Climate data for Carmen, Cotabato
| Month | Jan | Feb | Mar | Apr | May | Jun | Jul | Aug | Sep | Oct | Nov | Dec | Year |
| Mean daily maximum °C (°F) | 31 (88) | 32 (90) | 32 (90) | 33 (91) | 31 (88) | 30 (86) | 30 (86) | 30 (86) | 31 (88) | 30 (86) | 31 (88) | 31 (88) | 31 (88) |
| Mean daily minimum °C (°F) | 21 (70) | 21 (70) | 22 (72) | 23 (73) | 23 (73) | 23 (73) | 23 (73) | 23 (73) | 23 (73) | 23 (73) | 23 (73) | 22 (72) | 23 (72) |
| Average precipitation mm (inches) | 38 (1.5) | 24 (0.9) | 29 (1.1) | 31 (1.2) | 50 (2.0) | 56 (2.2) | 52 (2.0) | 49 (1.9) | 39 (1.5) | 47 (1.9) | 54 (2.1) | 35 (1.4) | 504 (19.7) |
| Average rainy days | 10.1 | 7.5 | 10.0 | 11.5 | 19.7 | 20.8 | 19.4 | 18.5 | 16.3 | 18.5 | 18.4 | 12.8 | 183.5 |
Source: Meteoblue (Use with caution: this is modeled/calculated data, not measured locally.)

==Demographics==

In the 2024 census, the population of Carmen was 79,741 people, with a density of sigfig 79,741/1,110.43.

==Economy==

Since the municipality is an agricultural area, most of the industries are agri-based. Seven barangays have cono rice mills a barangay have kiskisan, 4 barangays have rubber roller mills. Total is 13 cono rice mill, 12 kiskisan and 5 rubber rollers. There is a bright prospect on cottage industries, which utilized raw materials like rattan and bamboo. Rattan craft in barangays Dado could possibly generate employment to its residents. The 40 hectares bamboo plantation at Barangay Guiling can provide fro raw materials to the bamboo craft at Kitacubong. This cottage industry is gaining support and acceptance from local residents considering the affordability and its unique qualities. Technology transfer and skills training have been conducted in the area. Its clients are the prospective entrepreneurs in rattan, bamboo and coconut crafts. Recipients of the training and development seminars are: RIC Camansi, Lower Dado, Pacao, Raradangan the DTI-CARP has establish a Multi-Purpose Hot dryer at Barangay Pacao, the said project generate employment and income from drying service. Barangay Parauran and Pacao could possibly support a fruit juice making industry, the 500 mango trees could adequately supplies for this industry.

===Natural resources===
The commonly known minerals present in the municipality are sand and gravel which volume and potential are good sources for quarrying but which up to the present are mostly untapped. Other metallic substance of high commercial value are known to be present but these are still unexplored.

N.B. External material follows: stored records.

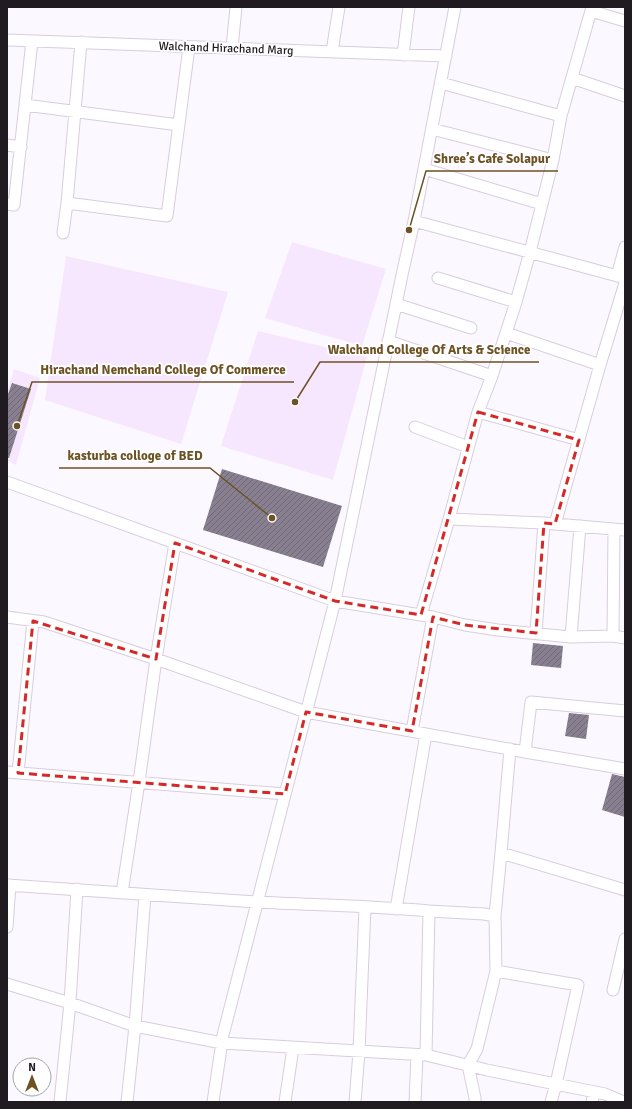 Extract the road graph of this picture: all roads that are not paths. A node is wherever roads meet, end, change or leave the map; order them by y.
1 (236, 7) edge
2 (339, 7) edge
3 (409, 7) edge
4 (455, 7) edge
5 (591, 9) edge
6 (625, 21) edge
7 (7, 40) edge
8 (32, 41) junction
9 (80, 42) junction
10 (189, 47) junction
11 (232, 48) junction
12 (332, 52) junction
13 (403, 55) junction
14 (446, 56) junction
15 (572, 78) junction
16 (441, 83) junction
17 (625, 96) edge
18 (25, 105) junction
19 (75, 111) junction
20 (561, 116) junction
21 (179, 125) junction
22 (432, 129) junction
23 (7, 145) edge
24 (21, 147) junction
25 (553, 160) junction
26 (424, 169) junction
27 (67, 203) junction
28 (7, 204) edge
29 (542, 204) junction
30 (414, 221) junction
31 (63, 233) dead end
32 (625, 247) edge
33 (530, 252) junction
34 (438, 278) dead end
35 (622, 279) edge
36 (516, 302) junction
37 (396, 304) junction
38 (471, 328) dead end
39 (506, 333) junction
40 (388, 341) junction
41 (600, 364) junction
42 (492, 376) junction
43 (478, 412) junction
44 (415, 427) dead end
45 (578, 440) junction
46 (468, 447) junction
47 (7, 482) edge
48 (449, 519) junction
49 (549, 523) junction
50 (580, 526) junction
51 (620, 530) edge
52 (175, 543) junction
53 (335, 601) junction
54 (427, 616) junction
55 (7, 617) edge
56 (33, 621) junction
57 (536, 633) junction
58 (613, 636) junction
59 (572, 637) junction
60 (625, 638) edge
61 (156, 659) junction
62 (306, 712) junction
63 (625, 712) edge
64 (412, 731) junction
65 (426, 734) junction
66 (510, 749) junction
67 (525, 752) junction
68 (625, 769) edge
69 (12, 772) edge
70 (139, 782) junction
71 (285, 794) junction
72 (501, 853) junction
73 (8, 885) edge
74 (76, 889) junction
75 (625, 890) edge
76 (122, 893) junction
77 (145, 895) junction
78 (258, 902) junction
79 (365, 908) junction
80 (396, 909) junction
81 (429, 911) junction
82 (495, 916) junction
83 (7, 927) edge
84 (625, 939) edge
85 (496, 970) junction
86 (7, 984) edge
87 (613, 990) dead end
88 (70, 1003) junction
89 (135, 1026) junction
90 (222, 1043) junction
91 (293, 1048) junction
92 (359, 1052) junction
93 (421, 1055) junction
94 (468, 1065) junction
95 (556, 1084) junction
96 (593, 1097) edge
97 (60, 1102) edge
98 (127, 1102) edge
99 (212, 1102) edge
100 (285, 1102) edge
101 (355, 1102) edge
102 (415, 1102) edge
103 (475, 1102) edge
104 (551, 1102) edge
105 (624, 1102) edge

1 - 11 street
2 - 12 street
3 - 13 street
4 - 14 street
5 - 6 street
5 - 15 street
7 - 8 street, Walchand Hirachand Marg
8 - 9 street, Walchand Hirachand Marg
8 - 18 street
9 - 10 street, Walchand Hirachand Marg
9 - 19 street
10 - 11 street, Walchand Hirachand Marg
10 - 21 street
11 - 12 street, Walchand Hirachand Marg
12 - 13 street, Walchand Hirachand Marg
13 - 14 street, Walchand Hirachand Marg
14 - 16 street
15 - 17 street
15 - 20 street
16 - 20 street
16 - 22 street
18 - 19 street
18 - 24 street
19 - 21 street
19 - 27 street
20 - 25 street
21 - 27 street
22 - 25 street
22 - 26 street
23 - 24 street
24 - 28 street
25 - 29 street
26 - 29 street
26 - 30 street
27 - 31 street
29 - 33 street
30 - 33 street
30 - 37 street
32 - 35 street
33 - 35 street
33 - 36 street
34 - 36 street
35 - 41 street
36 - 39 street
37 - 38 street
37 - 40 street
39 - 41 street
39 - 42 street
40 - 42 street
40 - 53 street
41 - 45 street
42 - 43 street
43 - 45 street
43 - 46 street
44 - 46 street
45 - 49 street
46 - 48 street
47 - 52 street
48 - 49 street
48 - 54 street
49 - 50 street
49 - 57 street
50 - 51 street
50 - 59 street
51 - 58 street
52 - 53 street
52 - 61 street
53 - 54 street
53 - 62 street
54 - 57 street
54 - 64 street
55 - 56 street
56 - 61 street
56 - 69 street
57 - 59 street
58 - 59 street
58 - 60 street
61 - 62 street
61 - 70 street
62 - 64 street
62 - 71 street
63 - 67 street
64 - 65 street
65 - 66 street
65 - 80 street
66 - 67 street
66 - 72 street
67 - 68 street
69 - 70 street
70 - 71 street
70 - 76 street
71 - 78 street
72 - 75 street
72 - 82 street
73 - 74 street
73 - 83 street
74 - 76 street
74 - 88 street
76 - 77 street
77 - 78 street
77 - 89 street
78 - 79 street
78 - 90 street
79 - 80 street
79 - 92 street
80 - 81 street
81 - 82 street
81 - 93 street
82 - 85 street
84 - 87 street
85 - 94 street
85 - 95 street
86 - 88 street
88 - 89 street
88 - 97 street
89 - 90 street
89 - 98 street
90 - 91 street
90 - 99 street
91 - 92 street
91 - 100 street
92 - 93 street
92 - 101 street
93 - 94 street
93 - 102 street
94 - 95 street
94 - 103 street
95 - 96 street
95 - 104 street
96 - 105 street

Other resources present in the municipality are the large volume of limestone that can be processed into cement. Guano also abounds in numerous caves in the municipality such as in barangays Liliongan and Tonganon. Guano can be manufactured into fertilizers.

==Government==

===List of former chief executives===
- Dima Dalid (1968–1972)
- Gonzalo O. Cuarenta (1992–1995)
- Rogelio Taliño (1995–2007)
- Noemi J. Taliño (2007–2010)
- Rogelio T. Taliño (2010–2019)
- Moises C. Arendain (2019–2022)

==Tourism==
- Liliongan cave, a natural cave with beautiful stalactite and stalagmites formations inside underground creek and thick layer of guano could also be found inside the cave. It is located at Barangay Liliongan, Carmen.
- Kavurunan Festival celebrates the culture and tradition of the distinct Indigenous people (IP) of the different tribes located in the town of Carmen, Cotabato. The Festivals name is derived from the indigenous Manobo tribe word meaning "gathering". This festival also celebrates the coming together of the three ethnic groups located in the area which are the indigenous people, Christians, and Muslims.